About this task:
Reply with one number: the count of lines in the listing that contain the string "Подгорный".
....................
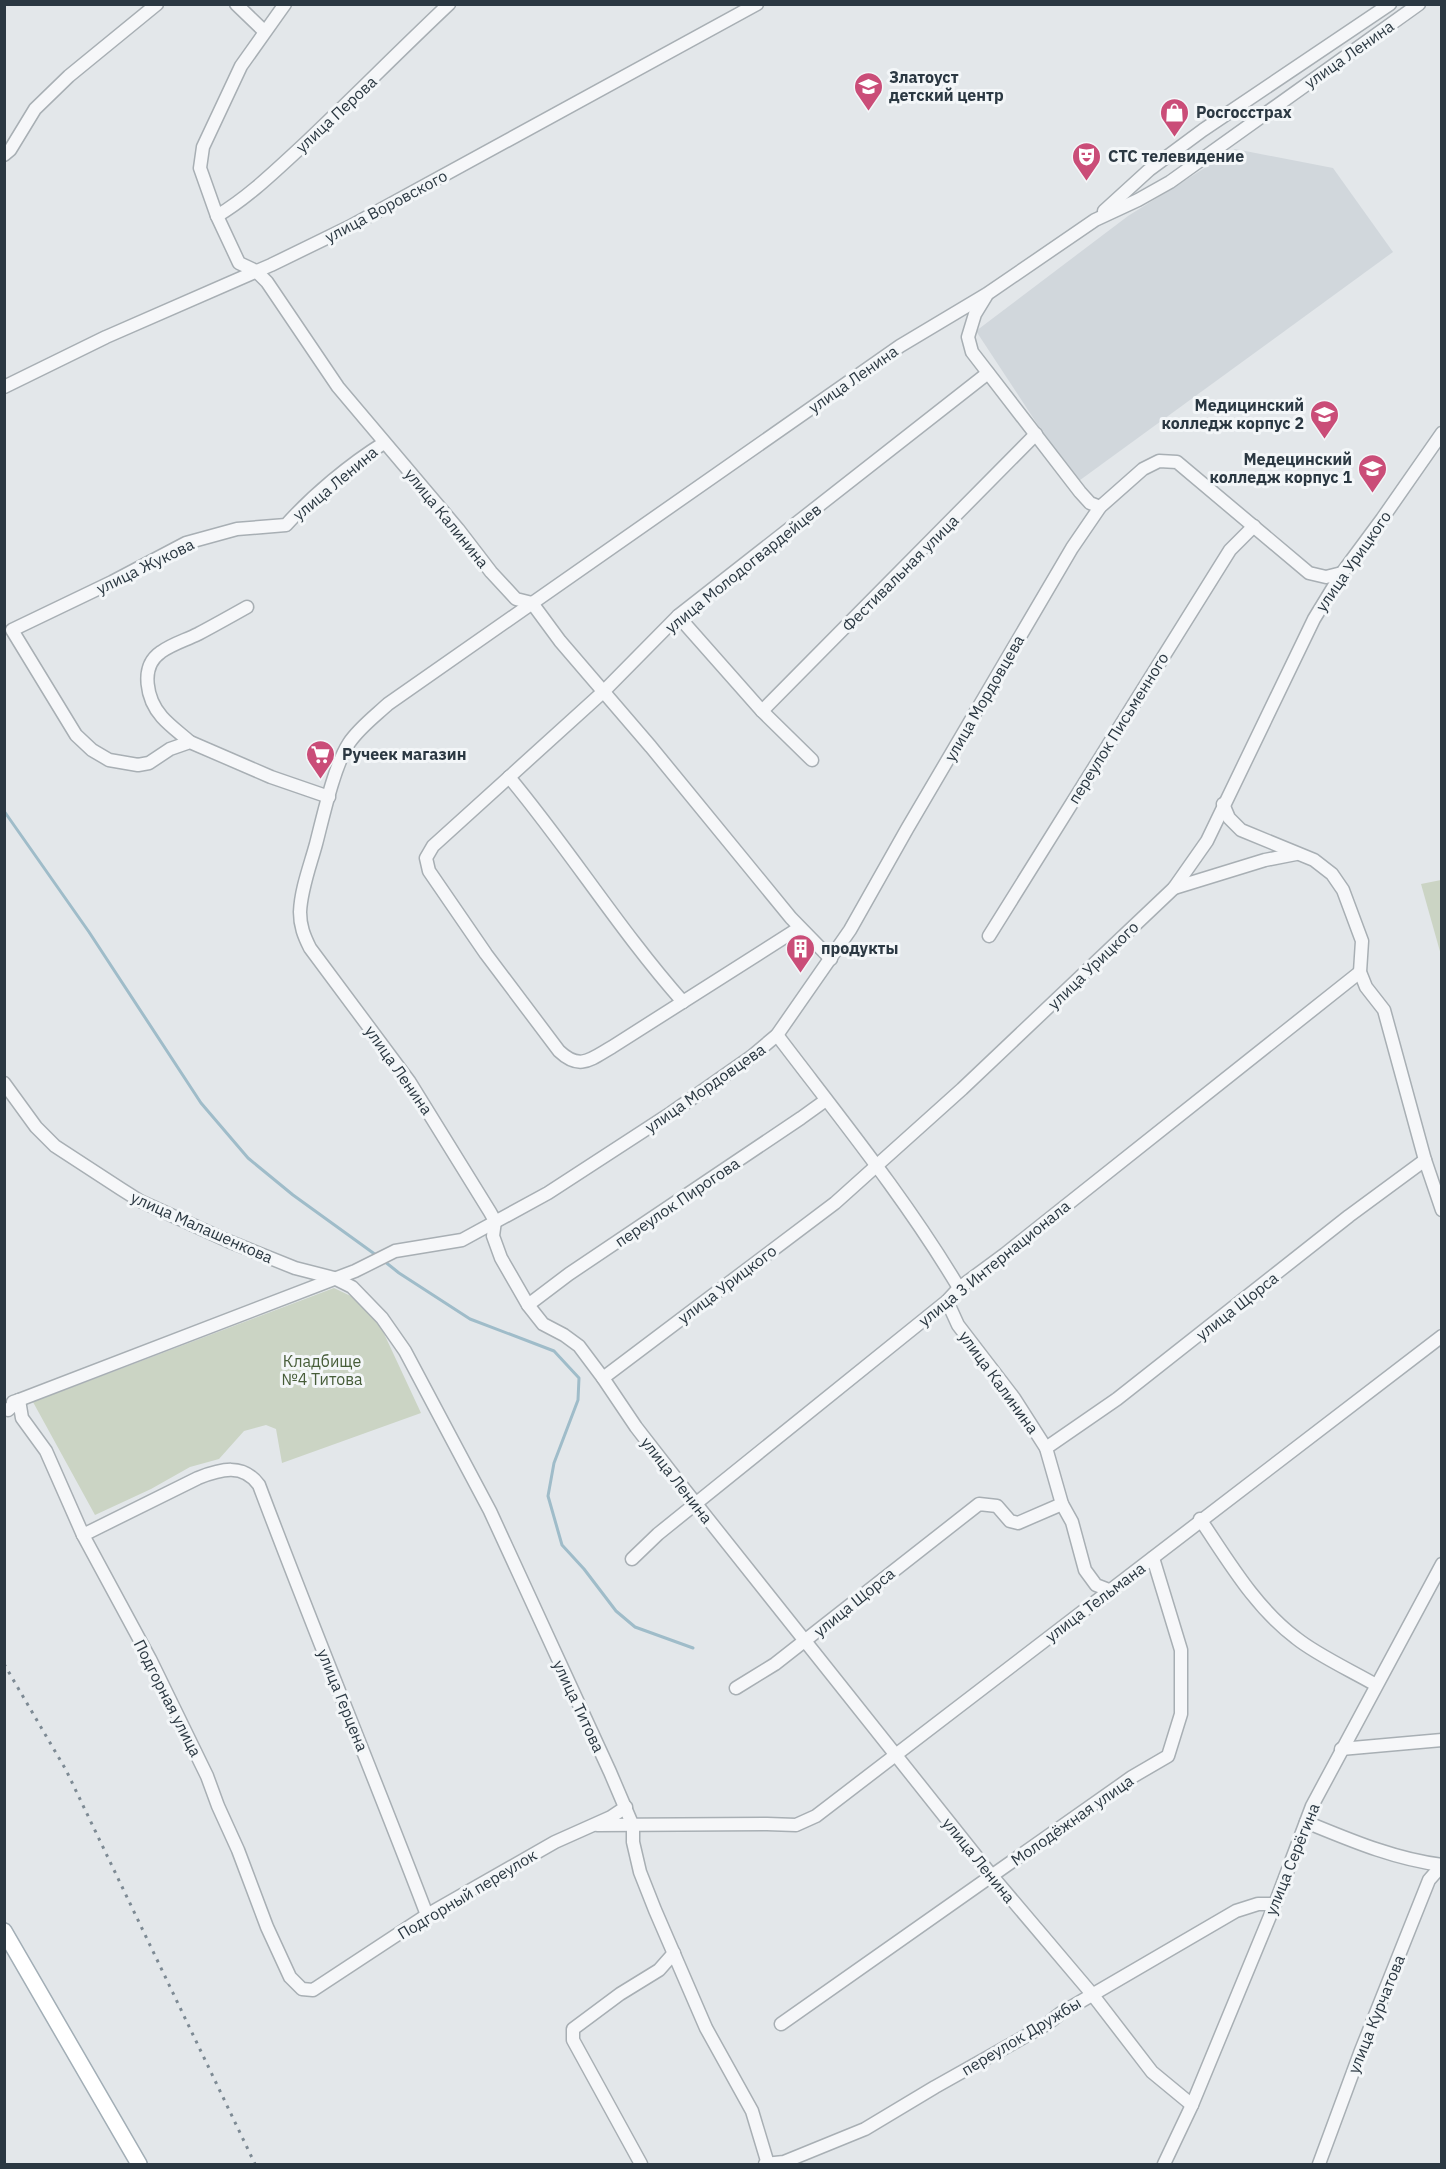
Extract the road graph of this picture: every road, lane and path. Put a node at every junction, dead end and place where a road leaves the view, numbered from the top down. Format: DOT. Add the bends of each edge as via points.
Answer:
graph roads {
  1 [pos="157,4"];
  2 [pos="236,4"];
  3 [pos="285,4"];
  4 [pos="449,4"];
  5 [pos="757,4"];
  6 [pos="1390,4"];
  7 [pos="1419,4"];
  8 [pos="264,31"];
  9 [pos="4,155"];
  10 [pos="217,216"];
  11 [pos="1095,220"];
  12 [pos="256,271"];
  13 [pos="987,294"];
  14 [pos="988,373"];
  15 [pos="4,387"];
  16 [pos="1442,433"];
  17 [pos="1036,434"];
  18 [pos="384,443"];
  19 [pos="1100,507"];
  20 [pos="286,525"];
  21 [pos="1254,526"];
  22 [pos="1342,573"];
  23 [pos="532,603"];
  24 [pos="247,607"];
  25 [pos="678,616"];
  26 [pos="8,627"];
  27 [pos="603,692"];
  28 [pos="762,711"];
  29 [pos="190,742"];
  30 [pos="812,759"];
  31 [pos="509,777"];
  32 [pos="329,797"];
  33 [pos="1224,804"];
  34 [pos="1297,854"];
  35 [pos="1174,888"];
  36 [pos="800,928"];
  37 [pos="988,936"];
  38 [pos="831,959"];
  39 [pos="1360,972"];
  40 [pos="683,1002"];
  41 [pos="777,1035"];
  42 [pos="4,1083"];
  43 [pos="826,1100"];
  44 [pos="1425,1160"];
  45 [pos="876,1165"];
  46 [pos="1442,1210"];
  47 [pos="495,1221"];
  48 [pos="355,1271"];
  49 [pos="334,1278"];
  50 [pos="352,1287"];
  51 [pos="959,1288"];
  52 [pos="947,1301"];
  53 [pos="528,1305"];
  54 [pos="1442,1336"];
  55 [pos="603,1378"];
  56 [pos="19,1400"];
  57 [pos="6,1408"];
  58 [pos="1046,1448"];
  59 [pos="696,1503"];
  60 [pos="1062,1504"];
  61 [pos="1200,1520"];
  62 [pos="83,1535"];
  63 [pos="1153,1558"];
  64 [pos="632,1559"];
  65 [pos="1442,1564"];
  66 [pos="1109,1590"];
  67 [pos="804,1641"];
  68 [pos="1376,1685"];
  69 [pos="736,1688"];
  70 [pos="1442,1740"];
  71 [pos="1341,1749"];
  72 [pos="896,1756"];
  73 [pos="626,1807"];
  74 [pos="1306,1822"];
  75 [pos="588,1826"];
  76 [pos="633,1827"];
  77 [pos="1442,1867"];
  78 [pos="992,1876"];
  79 [pos="1275,1904"];
  80 [pos="427,1915"];
  81 [pos="4,1932"];
  82 [pos="674,1953"];
  83 [pos="313,1990"];
  84 [pos="1092,1994"];
  85 [pos="781,2024"];
  86 [pos="1192,2105"];
  87 [pos="139,2164"];
  88 [pos="641,2164"];
  89 [pos="767,2164"];
  90 [pos="1164,2164"];
  91 [pos="1319,2164"];
  1 -- 9 [label="street" via="35,109"];
  2 -- 8 [label="street"];
  3 -- 8 [label="street, улица Калинина"];
  4 -- 10 [label="street, улица Перова" via="255,189"];
  5 -- 12 [label="street, улица Воровского" via="349,227"];
  6 -- 11 [label="street" via="1203,130 1149,170"];
  7 -- 11 [label="street, улица Ленина" via="1170,182"];
  8 -- 10 [label="street, улица Калинина" via="241,66 203,147 200,168"];
  10 -- 12 [label="street, улица Калинина" via="240,263"];
  11 -- 13 [label="street, улица Ленина"];
  12 -- 15 [label="street, улица Воровского" via="105,337"];
  12 -- 18 [label="street, улица Калинина" via="338,387"];
  13 -- 14 [label="street" via="968,337 972,352"];
  13 -- 23 [label="street, улица Ленина" via="900,346"];
  14 -- 17 [label="street"];
  14 -- 25 [label="street, улица Молодогвардейцев"];
  16 -- 22 [label="street, улица Урицкого"];
  17 -- 19 [label="street" via="1080,492"];
  17 -- 28 [label="street, Фестивальная улица"];
  18 -- 20 [label="street, улица Ленина" via="305,503"];
  18 -- 23 [label="street, улица Калинина" via="491,572 516,599"];
  19 -- 21 [label="street, улица Мордовцева" via="1143,470 1159,461 1177,462"];
  19 -- 38 [label="street, улица Мордовцева"];
  20 -- 26 [label="street, улица Жукова" via="237,529 186,543 112,582"];
  21 -- 22 [label="street, улица Мордовцева" via="1309,573 1326,577"];
  21 -- 37 [label="street, переулок Письменного" via="1230,550"];
  22 -- 33 [label="street, улица Урицкого" via="1314,619"];
  23 -- 27 [label="street, улица Калинина"];
  23 -- 32 [label="street, улица Ленина" via="388,704 363,726 348,743"];
  24 -- 29 [label="street" via="160,652 150,663 148,688 153,703 162,717"];
  25 -- 27 [label="street, улица Молодогвардейцев"];
  25 -- 28 [label="street"];
  26 -- 29 [label="street, улица Жукова" via="76,735 92,750 108,760 138,765"];
  27 -- 31 [label="street, улица Молодогвардейцев"];
  27 -- 36 [label="street, улица Калинина"];
  28 -- 30 [label="street"];
  29 -- 32 [label="street"];
  31 -- 40 [label="street" via="549,825 648,962"];
  31 -- 40 [label="street, улица Молодогвардейцев" via="433,846 426,858 435,880 559,1051 574,1062 585,1062"];
  32 -- 47 [label="street, улица Ленина" via="304,891 302,931 310,948 409,1080"];
  33 -- 34 [label="street" via="1229,818 1241,830"];
  33 -- 35 [label="street, улица Урицкого" via="1208,841"];
  34 -- 35 [label="street"];
  34 -- 39 [label="street" via="1314,860 1332,874 1343,890 1362,941"];
  35 -- 45 [label="street, улица Урицкого"];
  36 -- 38 [label="street, улица Калинина"];
  36 -- 40 [label="street, улица Молодогвардейцев"];
  38 -- 41 [label="street, улица Мордовцева"];
  39 -- 44 [label="street" via="1384,1010"];
  39 -- 51 [label="street, улица 3 Интернационала"];
  41 -- 43 [label="street"];
  41 -- 47 [label="street, улица Мордовцева" via="751,1057 573,1178"];
  42 -- 49 [label="street, улица Малашенкова" via="55,1146 140,1201 295,1268"];
  43 -- 45 [label="street"];
  43 -- 53 [label="street, переулок Пирогова"];
  44 -- 46 [label="street"];
  44 -- 58 [label="street, улица Щорса" via="1117,1399"];
  45 -- 51 [label="street"];
  45 -- 55 [label="street, улица Урицкого" via="835,1203"];
  47 -- 48 [label="street, улица Мордовцева" via="462,1240 385,1254"];
  47 -- 53 [label="street, улица Ленина" via="493,1236 501,1258"];
  48 -- 49 [label="street, улица Мордовцева"];
  48 -- 50 [label="street"];
  49 -- 50 [label="street, улица Титова"];
  49 -- 56 [label="street"];
  50 -- 73 [label="street, улица Титова" via="382,1318 405,1351 444,1421 490,1510"];
  51 -- 52 [label="street, улица 3 Интернационала"];
  52 -- 58 [label="street, улица Калинина" via="958,1325 1014,1398"];
  52 -- 59 [label="street, улица 3 Интернационала"];
  53 -- 55 [label="street, улица Ленина" via="543,1324 579,1346"];
  54 -- 61 [label="street, улица Тельмана"];
  55 -- 59 [label="street, улица Ленина"];
  56 -- 57 [label="street"];
  56 -- 62 [label="street, Подгорная улица" via="22,1418 46,1451"];
  58 -- 60 [label="street, улица Калинина"];
  59 -- 64 [label="street, улица 3 Интернационала"];
  59 -- 67 [label="street, улица Ленина"];
  60 -- 66 [label="street, улица Калинина" via="1072,1521 1085,1570 1096,1585"];
  60 -- 67 [label="street, улица Щорса" via="1018,1523 1010,1521 997,1506 979,1504"];
  61 -- 63 [label="street, улица Тельмана"];
  61 -- 68 [label="street" via="1267,1612 1297,1639"];
  62 -- 80 [label="street, улица Герцена" via="213,1472 230,1469 251,1474 259,1485"];
  62 -- 83 [label="street, Подгорная улица" via="207,1776 290,1977 302,1989"];
  63 -- 66 [label="street, улица Тельмана"];
  63 -- 78 [label="street, Молодёжная улица" via="1181,1650 1180,1714 1168,1756"];
  65 -- 68 [label="street, улица Серёгина"];
  66 -- 72 [label="street, улица Тельмана"];
  67 -- 69 [label="street, улица Щорса"];
  67 -- 72 [label="street, улица Ленина"];
  68 -- 71 [label="street, улица Серёгина"];
  70 -- 71 [label="street"];
  71 -- 74 [label="street, улица Серёгина"];
  72 -- 76 [label="street, улица Тельмана" via="816,1816 796,1826"];
  72 -- 78 [label="street, улица Ленина"];
  73 -- 75 [label="street, Подгорный переулок"];
  73 -- 76 [label="street, улица Титова"];
  74 -- 77 [label="street, улица Курчатова" via="1397,1857"];
  74 -- 79 [label="street, улица Серёгина"];
  75 -- 76 [label="street, улица Тельмана"];
  75 -- 80 [label="street, Подгорный переулок"];
  76 -- 82 [label="street, улица Титова" via="640,1872"];
  77 -- 91 [label="street, улица Курчатова" via="1429,1880"];
  78 -- 84 [label="street, улица Ленина"];
  78 -- 85 [label="street, Молодёжная улица"];
  79 -- 84 [label="street, переулок Дружбы" via="1258,1904 1236,1911"];
  79 -- 86 [label="street, улица Серёгина"];
  80 -- 83 [label="street, Подгорный переулок"];
  81 -- 87 [label="main road"];
  82 -- 88 [label="street" via="659,1970 573,2029 573,2040"];
  82 -- 89 [label="street, улица Титова" via="706,2028 752,2111"];
  84 -- 86 [label="street, улица Ленина" via="1152,2072"];
  84 -- 89 [label="street, переулок Дружбы" via="865,2129 784,2162"];
  86 -- 90 [label="street, улица Серёгина"];
}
....................
Expected output:
3